One of the event-goers was Craig Mabie, a Cle Elum resident and an “avid biker and hiker.”
He said he wrote a grant for the Coal Miner Trail for the city of Cle Elum. He’s been living for a little over a year in Cle Elum but “is a long time supporter of the trails and recreation” available in the Upper County.
Another resident of the Upper County, Glenn Burkhart of Roslyn and owner of Northwest Bicycle Improvement Company said the recreational connectivity between Roslyn, Cle Elum, Ronald and Suncadia master planned resort is important for the local community as well as increasing tourism in the Upper County.
Burkhart said he has a personal connection to the rock the event was held on — he married his wife two years ago in the very same place.

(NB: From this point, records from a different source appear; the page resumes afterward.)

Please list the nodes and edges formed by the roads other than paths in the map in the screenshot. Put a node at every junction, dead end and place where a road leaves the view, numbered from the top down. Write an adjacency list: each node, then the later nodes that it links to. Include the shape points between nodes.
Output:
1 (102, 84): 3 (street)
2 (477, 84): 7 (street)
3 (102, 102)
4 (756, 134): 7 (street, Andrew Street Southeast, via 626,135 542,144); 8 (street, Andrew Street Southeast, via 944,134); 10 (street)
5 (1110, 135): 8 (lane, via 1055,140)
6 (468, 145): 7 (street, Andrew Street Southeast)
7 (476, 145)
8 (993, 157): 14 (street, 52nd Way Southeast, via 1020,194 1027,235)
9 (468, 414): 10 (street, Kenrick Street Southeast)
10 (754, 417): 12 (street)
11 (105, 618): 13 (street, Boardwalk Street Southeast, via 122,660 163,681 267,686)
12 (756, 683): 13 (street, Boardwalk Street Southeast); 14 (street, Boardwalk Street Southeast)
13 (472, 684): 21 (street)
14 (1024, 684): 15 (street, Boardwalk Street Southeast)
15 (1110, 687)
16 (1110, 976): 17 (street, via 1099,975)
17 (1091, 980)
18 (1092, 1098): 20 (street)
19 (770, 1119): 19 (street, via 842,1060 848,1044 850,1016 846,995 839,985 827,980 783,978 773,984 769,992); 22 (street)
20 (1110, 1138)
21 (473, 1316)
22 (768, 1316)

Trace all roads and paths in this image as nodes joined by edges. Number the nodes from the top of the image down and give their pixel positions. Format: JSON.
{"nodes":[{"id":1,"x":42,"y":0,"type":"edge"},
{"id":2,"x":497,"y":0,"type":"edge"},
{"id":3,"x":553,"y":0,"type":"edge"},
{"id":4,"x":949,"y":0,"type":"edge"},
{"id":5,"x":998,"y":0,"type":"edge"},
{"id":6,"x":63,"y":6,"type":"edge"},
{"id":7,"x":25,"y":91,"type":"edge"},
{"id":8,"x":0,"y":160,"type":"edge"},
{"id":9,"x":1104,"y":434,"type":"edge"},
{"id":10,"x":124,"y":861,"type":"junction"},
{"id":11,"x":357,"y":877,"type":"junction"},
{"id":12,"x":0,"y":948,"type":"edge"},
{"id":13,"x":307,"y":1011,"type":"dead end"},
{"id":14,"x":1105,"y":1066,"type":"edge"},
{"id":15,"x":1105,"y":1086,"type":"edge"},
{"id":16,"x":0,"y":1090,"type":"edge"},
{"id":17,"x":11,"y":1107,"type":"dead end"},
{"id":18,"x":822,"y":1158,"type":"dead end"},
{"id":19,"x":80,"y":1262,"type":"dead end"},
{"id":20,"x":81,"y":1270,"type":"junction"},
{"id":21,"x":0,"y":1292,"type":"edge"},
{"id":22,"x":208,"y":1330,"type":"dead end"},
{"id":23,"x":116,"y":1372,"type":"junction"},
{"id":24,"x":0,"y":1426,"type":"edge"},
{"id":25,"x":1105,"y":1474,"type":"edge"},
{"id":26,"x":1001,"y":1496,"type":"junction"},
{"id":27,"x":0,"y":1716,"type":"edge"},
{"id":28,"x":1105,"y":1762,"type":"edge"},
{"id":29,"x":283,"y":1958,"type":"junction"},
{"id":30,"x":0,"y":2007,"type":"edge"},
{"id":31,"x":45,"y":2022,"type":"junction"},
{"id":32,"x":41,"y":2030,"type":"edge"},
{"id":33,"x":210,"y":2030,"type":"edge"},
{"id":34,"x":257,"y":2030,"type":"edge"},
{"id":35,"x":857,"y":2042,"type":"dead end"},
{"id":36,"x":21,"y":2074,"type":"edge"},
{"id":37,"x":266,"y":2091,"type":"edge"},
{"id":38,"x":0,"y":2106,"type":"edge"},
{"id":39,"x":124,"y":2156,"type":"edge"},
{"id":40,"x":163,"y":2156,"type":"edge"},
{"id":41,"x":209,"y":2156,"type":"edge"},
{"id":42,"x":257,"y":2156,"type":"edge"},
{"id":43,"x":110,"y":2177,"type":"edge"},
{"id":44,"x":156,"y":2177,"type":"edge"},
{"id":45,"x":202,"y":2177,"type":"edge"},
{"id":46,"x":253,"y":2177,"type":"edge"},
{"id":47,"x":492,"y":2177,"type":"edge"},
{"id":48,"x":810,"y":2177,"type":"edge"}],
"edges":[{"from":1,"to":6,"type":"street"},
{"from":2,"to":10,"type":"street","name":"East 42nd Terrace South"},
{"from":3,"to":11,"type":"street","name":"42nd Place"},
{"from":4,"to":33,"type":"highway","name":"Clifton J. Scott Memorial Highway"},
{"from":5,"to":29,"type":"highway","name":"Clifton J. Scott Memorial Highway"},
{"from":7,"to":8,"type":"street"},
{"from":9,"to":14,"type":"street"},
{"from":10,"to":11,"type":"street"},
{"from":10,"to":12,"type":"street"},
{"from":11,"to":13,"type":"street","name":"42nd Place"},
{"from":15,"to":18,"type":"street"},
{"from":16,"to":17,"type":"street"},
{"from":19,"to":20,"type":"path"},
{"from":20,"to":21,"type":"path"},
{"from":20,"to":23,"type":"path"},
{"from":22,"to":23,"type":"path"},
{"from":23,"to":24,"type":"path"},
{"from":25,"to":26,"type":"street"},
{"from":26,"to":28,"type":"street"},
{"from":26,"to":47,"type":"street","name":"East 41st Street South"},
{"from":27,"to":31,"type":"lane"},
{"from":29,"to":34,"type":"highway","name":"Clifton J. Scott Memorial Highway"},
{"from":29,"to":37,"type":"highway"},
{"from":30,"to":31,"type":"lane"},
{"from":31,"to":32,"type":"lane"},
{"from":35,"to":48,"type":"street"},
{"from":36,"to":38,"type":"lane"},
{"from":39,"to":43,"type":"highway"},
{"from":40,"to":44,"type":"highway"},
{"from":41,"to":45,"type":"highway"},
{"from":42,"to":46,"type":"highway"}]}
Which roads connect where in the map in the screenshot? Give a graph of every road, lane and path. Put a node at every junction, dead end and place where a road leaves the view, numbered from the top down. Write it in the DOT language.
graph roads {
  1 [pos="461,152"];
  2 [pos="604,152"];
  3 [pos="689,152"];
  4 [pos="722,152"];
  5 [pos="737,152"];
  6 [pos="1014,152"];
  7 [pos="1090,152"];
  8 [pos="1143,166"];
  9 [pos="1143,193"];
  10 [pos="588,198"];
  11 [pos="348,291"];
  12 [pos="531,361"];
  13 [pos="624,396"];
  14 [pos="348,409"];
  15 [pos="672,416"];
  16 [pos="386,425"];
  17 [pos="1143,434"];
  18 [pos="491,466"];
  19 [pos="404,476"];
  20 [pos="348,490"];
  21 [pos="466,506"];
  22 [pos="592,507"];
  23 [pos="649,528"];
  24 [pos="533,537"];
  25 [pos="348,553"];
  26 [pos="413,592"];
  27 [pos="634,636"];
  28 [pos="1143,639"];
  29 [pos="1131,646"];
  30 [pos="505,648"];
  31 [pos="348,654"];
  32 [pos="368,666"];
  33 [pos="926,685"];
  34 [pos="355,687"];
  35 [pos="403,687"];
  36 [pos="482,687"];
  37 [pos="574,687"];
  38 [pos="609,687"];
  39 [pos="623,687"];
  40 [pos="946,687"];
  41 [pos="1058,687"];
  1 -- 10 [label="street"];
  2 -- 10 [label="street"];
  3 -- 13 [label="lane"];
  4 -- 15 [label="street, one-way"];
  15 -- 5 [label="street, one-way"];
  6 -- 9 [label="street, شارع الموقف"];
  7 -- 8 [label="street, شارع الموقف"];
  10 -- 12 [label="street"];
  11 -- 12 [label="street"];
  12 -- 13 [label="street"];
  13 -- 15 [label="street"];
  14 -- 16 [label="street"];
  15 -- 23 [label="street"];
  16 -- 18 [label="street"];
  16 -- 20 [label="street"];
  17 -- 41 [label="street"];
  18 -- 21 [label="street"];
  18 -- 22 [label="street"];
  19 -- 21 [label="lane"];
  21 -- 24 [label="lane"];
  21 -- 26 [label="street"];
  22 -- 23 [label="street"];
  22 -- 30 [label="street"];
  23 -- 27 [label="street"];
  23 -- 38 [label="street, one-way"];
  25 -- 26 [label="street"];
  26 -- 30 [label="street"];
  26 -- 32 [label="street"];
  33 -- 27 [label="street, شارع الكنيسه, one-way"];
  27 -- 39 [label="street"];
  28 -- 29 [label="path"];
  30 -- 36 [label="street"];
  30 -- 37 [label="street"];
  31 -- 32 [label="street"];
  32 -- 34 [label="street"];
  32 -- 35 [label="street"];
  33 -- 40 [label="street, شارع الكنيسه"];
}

“The real effect for me vitality and resilience in the community, that’s what this project represents. Recreation economy can really revitalize a community and bring jobs about also what it does is brings you know health to our people, brings a connection to the land and connection to a place,” he said. “It really brings it back to home.”
The Roslyn to Teanaway project is seeking $356,737 from the WWRP grant program for a total of $713,475 with matching funds, said Lou-Anne Daoust-Filiatrault, a policy associate for the Washington Wildlife and Recreation Coalition.
She said applicants are required to find 50 percent of matching funds from an alternative source. Overall the Washington Wildlife and Recreation Coalition is requesting $120 million for overall program from the state capital construction budget.
In 2013, Washington state paid $100 million to acquire 50,241 acres in the Teanaway, First Creek and Cabin Creek basins in Kittitas County, according to the Department of Natural Resources website. It was the largest single purchase in over 45 years by the Washington state government and this is the first state-run community forest.
“I have been a supporter, I was on the WWRP board for a while,” Sen. Judy Warnick said. “I’ve done a lot of riding down in the Teanaway, horseback riding. It’s going to be a tough year to find a $120 million. If we don’t come up with some funding for our schools or a way to fund our schools. Hopefully we can also work through what this is asking for as well.
“I love the outdoors, I really do. I’m on your side, it’s just how we do it is what we’ve got to figure out,” she added.
Rep. Tom Dent said he loves these kinds of projects because he’s spent a lot of time outdoors and wants to make sure the forests are kept safe and not destroyed by fire or other forest dangers. He said he thinks fire safety and general forest health is an important aspect to this project as well.
“We need to work on those issues. We need to take it serious to preserve this not only for our use but for generations to come,” he said. “We can but we need a vision and (look) at the big picture. I’m on board.”